» **What this task involves**
Using the data below, copy out all lines with the word "above".

◇ ◇ ◇ ◇

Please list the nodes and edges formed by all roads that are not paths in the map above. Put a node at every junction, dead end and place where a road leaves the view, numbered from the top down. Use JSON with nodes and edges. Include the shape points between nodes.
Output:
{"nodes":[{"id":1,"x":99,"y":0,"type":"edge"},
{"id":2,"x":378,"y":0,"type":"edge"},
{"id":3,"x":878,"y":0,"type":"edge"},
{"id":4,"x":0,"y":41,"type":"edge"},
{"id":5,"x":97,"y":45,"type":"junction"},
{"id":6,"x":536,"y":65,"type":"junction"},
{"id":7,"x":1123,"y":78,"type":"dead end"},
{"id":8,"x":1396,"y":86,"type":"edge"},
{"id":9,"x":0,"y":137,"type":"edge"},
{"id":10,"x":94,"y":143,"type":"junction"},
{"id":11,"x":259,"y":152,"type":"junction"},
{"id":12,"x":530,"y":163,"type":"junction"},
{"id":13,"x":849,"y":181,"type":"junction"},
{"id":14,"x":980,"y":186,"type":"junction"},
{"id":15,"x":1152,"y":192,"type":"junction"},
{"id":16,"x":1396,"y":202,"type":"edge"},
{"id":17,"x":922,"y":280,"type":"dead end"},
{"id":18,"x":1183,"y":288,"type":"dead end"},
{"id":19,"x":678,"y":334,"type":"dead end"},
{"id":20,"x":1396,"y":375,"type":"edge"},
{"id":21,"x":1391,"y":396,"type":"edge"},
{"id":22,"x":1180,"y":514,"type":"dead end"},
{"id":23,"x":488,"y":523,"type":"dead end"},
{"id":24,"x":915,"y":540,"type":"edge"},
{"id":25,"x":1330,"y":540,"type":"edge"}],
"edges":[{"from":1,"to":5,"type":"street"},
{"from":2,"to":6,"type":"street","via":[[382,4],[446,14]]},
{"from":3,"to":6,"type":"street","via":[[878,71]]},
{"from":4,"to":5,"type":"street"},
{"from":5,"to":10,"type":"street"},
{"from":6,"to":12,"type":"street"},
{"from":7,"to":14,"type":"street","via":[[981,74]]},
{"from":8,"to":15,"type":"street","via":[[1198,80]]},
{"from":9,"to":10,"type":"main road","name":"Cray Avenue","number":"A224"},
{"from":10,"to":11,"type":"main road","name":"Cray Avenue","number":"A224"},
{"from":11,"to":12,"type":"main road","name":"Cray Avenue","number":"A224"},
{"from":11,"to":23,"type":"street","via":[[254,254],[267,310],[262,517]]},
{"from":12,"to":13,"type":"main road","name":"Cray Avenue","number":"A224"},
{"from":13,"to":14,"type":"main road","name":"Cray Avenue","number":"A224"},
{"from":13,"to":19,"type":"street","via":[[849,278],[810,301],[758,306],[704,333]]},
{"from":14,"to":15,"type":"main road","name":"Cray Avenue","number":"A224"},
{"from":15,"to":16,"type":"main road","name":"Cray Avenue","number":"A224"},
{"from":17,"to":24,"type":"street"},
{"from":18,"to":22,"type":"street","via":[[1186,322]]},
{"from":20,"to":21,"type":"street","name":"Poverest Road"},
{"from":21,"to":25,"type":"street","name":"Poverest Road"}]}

◇ ◇ ◇ ◇

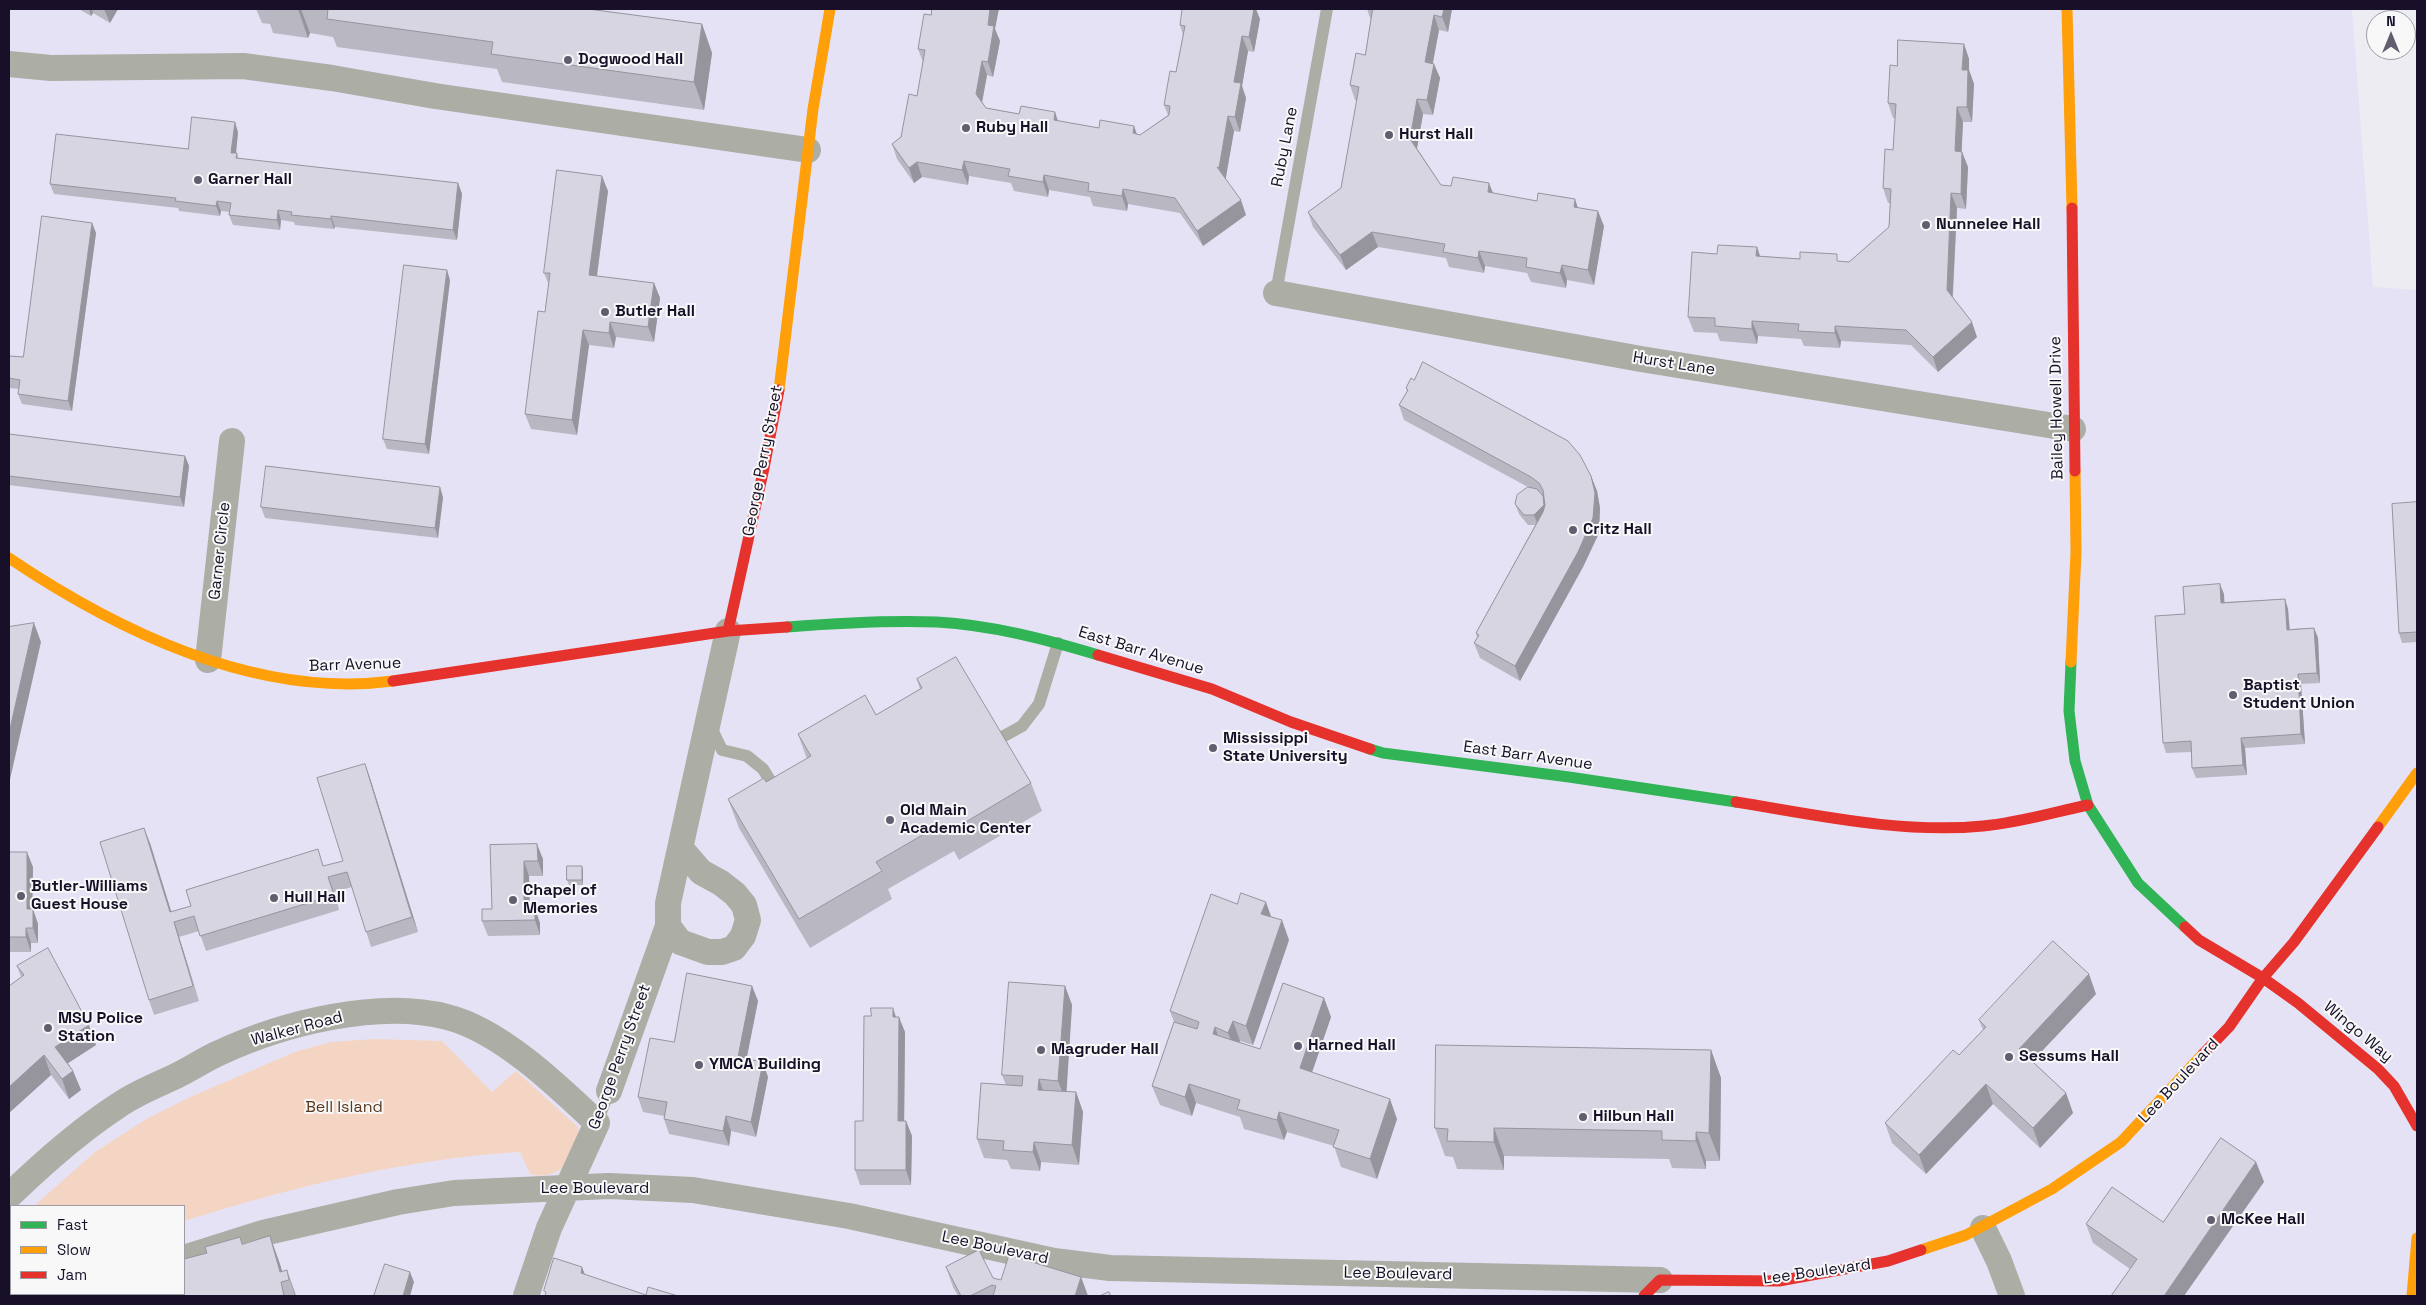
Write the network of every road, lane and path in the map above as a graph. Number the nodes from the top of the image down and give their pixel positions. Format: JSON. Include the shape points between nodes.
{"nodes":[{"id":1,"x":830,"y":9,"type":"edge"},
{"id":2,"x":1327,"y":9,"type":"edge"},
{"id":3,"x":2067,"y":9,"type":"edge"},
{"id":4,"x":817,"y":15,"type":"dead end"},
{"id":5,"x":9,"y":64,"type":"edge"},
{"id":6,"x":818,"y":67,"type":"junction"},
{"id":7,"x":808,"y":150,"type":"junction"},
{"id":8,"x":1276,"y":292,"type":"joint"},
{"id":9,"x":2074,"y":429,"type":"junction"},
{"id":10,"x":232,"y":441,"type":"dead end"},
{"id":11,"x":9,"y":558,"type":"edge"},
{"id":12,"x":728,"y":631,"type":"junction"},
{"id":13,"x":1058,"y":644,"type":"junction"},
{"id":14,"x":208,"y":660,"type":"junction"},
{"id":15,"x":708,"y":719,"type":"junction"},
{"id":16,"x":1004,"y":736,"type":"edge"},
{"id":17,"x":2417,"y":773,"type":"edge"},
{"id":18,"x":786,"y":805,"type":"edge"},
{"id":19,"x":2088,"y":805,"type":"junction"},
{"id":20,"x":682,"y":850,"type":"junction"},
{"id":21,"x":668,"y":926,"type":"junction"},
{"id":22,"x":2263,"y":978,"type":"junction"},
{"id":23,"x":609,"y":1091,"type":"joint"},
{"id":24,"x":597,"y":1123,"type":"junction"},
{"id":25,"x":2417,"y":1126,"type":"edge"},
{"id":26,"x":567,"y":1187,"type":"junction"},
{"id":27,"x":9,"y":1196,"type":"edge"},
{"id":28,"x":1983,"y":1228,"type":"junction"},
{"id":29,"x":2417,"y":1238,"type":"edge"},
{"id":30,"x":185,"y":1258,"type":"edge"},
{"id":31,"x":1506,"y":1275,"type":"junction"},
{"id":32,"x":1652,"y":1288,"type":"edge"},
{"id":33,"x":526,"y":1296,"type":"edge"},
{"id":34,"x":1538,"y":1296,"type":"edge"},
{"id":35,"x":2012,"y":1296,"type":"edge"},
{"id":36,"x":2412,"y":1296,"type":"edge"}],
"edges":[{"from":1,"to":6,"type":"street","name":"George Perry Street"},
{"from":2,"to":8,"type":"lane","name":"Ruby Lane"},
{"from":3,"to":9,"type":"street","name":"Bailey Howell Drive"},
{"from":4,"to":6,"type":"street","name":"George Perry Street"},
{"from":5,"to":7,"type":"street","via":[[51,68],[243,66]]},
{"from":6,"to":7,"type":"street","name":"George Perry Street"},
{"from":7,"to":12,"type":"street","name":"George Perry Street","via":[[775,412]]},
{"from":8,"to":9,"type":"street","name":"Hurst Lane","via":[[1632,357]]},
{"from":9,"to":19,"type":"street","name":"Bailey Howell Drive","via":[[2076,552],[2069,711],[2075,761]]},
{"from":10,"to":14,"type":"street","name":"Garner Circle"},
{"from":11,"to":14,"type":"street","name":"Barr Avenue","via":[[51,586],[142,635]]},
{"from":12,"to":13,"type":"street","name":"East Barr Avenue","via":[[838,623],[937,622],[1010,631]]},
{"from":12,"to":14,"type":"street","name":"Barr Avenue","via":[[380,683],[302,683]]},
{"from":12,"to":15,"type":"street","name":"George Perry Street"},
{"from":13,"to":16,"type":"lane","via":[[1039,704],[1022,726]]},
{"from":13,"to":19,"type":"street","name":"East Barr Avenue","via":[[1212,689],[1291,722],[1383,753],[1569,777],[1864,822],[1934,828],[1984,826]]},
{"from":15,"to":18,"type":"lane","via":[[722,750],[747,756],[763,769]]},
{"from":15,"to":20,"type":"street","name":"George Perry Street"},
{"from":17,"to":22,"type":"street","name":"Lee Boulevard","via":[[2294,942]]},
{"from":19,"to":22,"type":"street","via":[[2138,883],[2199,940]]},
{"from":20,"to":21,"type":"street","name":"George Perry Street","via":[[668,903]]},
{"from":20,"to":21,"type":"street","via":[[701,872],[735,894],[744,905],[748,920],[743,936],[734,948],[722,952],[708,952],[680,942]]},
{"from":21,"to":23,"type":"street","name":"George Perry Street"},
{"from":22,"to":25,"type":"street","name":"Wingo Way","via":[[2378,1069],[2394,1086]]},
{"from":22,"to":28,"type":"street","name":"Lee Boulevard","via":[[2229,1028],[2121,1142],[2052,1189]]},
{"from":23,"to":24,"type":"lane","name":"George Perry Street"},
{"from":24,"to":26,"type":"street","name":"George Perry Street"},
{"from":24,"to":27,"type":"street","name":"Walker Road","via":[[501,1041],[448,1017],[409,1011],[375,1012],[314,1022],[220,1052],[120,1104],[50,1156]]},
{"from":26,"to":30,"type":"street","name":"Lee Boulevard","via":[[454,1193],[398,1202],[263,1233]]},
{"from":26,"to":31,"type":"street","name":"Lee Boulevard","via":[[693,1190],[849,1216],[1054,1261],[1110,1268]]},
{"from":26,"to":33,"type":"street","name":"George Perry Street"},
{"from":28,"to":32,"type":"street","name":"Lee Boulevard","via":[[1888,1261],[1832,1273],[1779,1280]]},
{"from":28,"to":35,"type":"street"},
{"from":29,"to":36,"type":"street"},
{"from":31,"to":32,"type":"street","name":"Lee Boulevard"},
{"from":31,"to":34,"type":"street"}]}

◇ ◇ ◇ ◇

» **Result**
Please list the nodes and edges formed by all roads that are not paths in the map above. Put a node at every junction, dead end and place where a road leaves the view, numbered from the top down. Use JSON with nodes and edges. Include the shape points between nodes.
Write the network of every road, lane and path in the map above as a graph. Number the nodes from the top of the image down and give their pixel positions. Format: JSON. Include the shape points between nodes.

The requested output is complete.